Interestingly, findings from animal studies may offer additional insights. Experiments in rodents have indicated that creatine can influence depression-like behaviors differently in male and female subjects. This observation could potentially help explain why the human studies that yielded the most promising positive results involved predominantly female participants. If sex-specific biological mechanisms are at play, future human trials may need to stratify participants by sex or explore sex-specific treatment protocols.
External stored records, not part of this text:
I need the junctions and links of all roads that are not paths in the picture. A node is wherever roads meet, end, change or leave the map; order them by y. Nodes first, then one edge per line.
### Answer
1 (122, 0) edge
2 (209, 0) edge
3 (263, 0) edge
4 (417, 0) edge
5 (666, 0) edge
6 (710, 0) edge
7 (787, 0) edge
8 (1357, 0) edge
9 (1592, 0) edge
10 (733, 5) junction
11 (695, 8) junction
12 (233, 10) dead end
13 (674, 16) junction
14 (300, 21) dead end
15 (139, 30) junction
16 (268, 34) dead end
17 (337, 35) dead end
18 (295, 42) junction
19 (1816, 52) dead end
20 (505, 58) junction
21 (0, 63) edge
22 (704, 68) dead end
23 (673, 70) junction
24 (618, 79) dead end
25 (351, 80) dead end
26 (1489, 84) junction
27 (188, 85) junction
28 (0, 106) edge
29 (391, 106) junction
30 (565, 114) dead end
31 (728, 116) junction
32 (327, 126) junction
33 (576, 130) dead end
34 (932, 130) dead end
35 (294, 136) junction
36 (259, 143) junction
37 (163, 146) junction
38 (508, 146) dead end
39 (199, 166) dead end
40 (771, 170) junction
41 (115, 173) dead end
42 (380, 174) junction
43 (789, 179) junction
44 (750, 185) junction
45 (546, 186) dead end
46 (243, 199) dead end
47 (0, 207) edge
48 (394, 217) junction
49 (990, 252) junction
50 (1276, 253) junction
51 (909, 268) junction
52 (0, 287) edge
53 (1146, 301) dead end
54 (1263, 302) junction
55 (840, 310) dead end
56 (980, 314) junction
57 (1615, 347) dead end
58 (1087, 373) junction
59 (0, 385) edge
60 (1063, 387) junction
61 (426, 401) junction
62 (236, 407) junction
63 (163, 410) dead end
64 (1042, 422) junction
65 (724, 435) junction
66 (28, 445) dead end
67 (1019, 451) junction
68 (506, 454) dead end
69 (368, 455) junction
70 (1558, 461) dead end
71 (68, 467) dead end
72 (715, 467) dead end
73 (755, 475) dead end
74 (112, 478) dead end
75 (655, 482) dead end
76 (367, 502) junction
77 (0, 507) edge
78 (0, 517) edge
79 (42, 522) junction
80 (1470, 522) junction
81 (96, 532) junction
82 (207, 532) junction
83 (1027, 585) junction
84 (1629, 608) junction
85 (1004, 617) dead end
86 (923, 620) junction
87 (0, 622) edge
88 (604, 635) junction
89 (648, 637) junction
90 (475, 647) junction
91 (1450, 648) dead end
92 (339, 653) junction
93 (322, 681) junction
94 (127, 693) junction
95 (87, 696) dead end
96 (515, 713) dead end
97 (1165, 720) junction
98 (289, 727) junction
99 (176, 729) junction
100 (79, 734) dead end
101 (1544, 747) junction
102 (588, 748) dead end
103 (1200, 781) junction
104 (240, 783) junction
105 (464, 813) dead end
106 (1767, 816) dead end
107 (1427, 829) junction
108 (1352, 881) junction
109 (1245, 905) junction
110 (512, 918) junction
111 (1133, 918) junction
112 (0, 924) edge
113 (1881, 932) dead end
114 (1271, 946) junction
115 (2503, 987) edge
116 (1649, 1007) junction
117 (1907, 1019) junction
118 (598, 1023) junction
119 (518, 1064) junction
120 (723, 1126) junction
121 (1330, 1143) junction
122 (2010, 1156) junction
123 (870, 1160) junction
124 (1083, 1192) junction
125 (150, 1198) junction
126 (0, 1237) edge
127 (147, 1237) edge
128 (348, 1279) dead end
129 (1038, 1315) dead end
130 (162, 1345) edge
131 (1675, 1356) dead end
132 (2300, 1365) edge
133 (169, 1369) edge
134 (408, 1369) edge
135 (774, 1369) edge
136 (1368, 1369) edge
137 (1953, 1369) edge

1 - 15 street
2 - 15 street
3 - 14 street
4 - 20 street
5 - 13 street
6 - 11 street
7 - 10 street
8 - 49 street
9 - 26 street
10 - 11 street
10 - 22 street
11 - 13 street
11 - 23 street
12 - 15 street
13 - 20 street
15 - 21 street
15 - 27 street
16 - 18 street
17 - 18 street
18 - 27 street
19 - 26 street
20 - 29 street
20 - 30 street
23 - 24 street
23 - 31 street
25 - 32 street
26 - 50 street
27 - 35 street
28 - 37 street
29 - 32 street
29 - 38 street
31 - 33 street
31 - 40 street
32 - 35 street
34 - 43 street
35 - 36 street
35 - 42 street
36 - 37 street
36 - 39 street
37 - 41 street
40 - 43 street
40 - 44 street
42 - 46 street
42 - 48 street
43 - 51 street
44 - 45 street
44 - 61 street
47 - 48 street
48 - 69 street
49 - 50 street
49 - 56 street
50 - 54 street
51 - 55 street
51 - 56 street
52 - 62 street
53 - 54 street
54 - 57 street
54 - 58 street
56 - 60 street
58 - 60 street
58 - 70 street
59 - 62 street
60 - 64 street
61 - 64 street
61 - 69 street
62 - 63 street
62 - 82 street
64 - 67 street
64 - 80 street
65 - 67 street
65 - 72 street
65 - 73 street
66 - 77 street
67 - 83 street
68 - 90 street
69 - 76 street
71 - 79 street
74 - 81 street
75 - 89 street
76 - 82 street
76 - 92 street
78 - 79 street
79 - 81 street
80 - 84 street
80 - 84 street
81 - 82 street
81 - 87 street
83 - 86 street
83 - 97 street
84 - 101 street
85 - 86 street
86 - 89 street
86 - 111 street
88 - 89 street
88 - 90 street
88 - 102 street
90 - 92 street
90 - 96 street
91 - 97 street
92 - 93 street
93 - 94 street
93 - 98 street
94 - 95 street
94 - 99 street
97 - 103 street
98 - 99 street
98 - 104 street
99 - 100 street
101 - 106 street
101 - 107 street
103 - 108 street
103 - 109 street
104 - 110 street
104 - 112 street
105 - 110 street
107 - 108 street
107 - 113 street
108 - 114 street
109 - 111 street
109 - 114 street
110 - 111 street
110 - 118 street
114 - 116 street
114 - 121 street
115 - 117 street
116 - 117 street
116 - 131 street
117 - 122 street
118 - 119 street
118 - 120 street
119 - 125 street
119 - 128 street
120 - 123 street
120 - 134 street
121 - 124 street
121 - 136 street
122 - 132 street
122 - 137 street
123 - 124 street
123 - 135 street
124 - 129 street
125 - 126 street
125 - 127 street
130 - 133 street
A Promising Horizon, Yet an Uncharted Territory
For the present moment, creatine remains an intriguing scientific possibility rather than a proven therapeutic intervention for depression. A compound long associated with the tangible gains of muscle building is now capturing the attention of scientists who are diligently searching for novel and effective strategies to combat the pervasive and often devastating impact of depression. The journey from a popular sports supplement to a potential clinical tool is long and arduous, requiring rigorous scientific validation at every step.
The peer-reviewed research article, titled "Creatine as a treatment for depression," was published in Brain Medicine and made available through Open Access on June 30, 2026. This accessibility ensures that the latest findings are readily available to the scientific community, fostering further research and collaboration in this burgeoning field. The ongoing exploration of creatine’s neurobiological effects represents a significant development, pushing the boundaries of our understanding of both brain function and the multifaceted nature of mental health disorders. As research progresses, the hope is that creatine, or compounds that leverage its unique biochemical pathways, may one day offer a new avenue of hope for those struggling with the profound challenges of depression.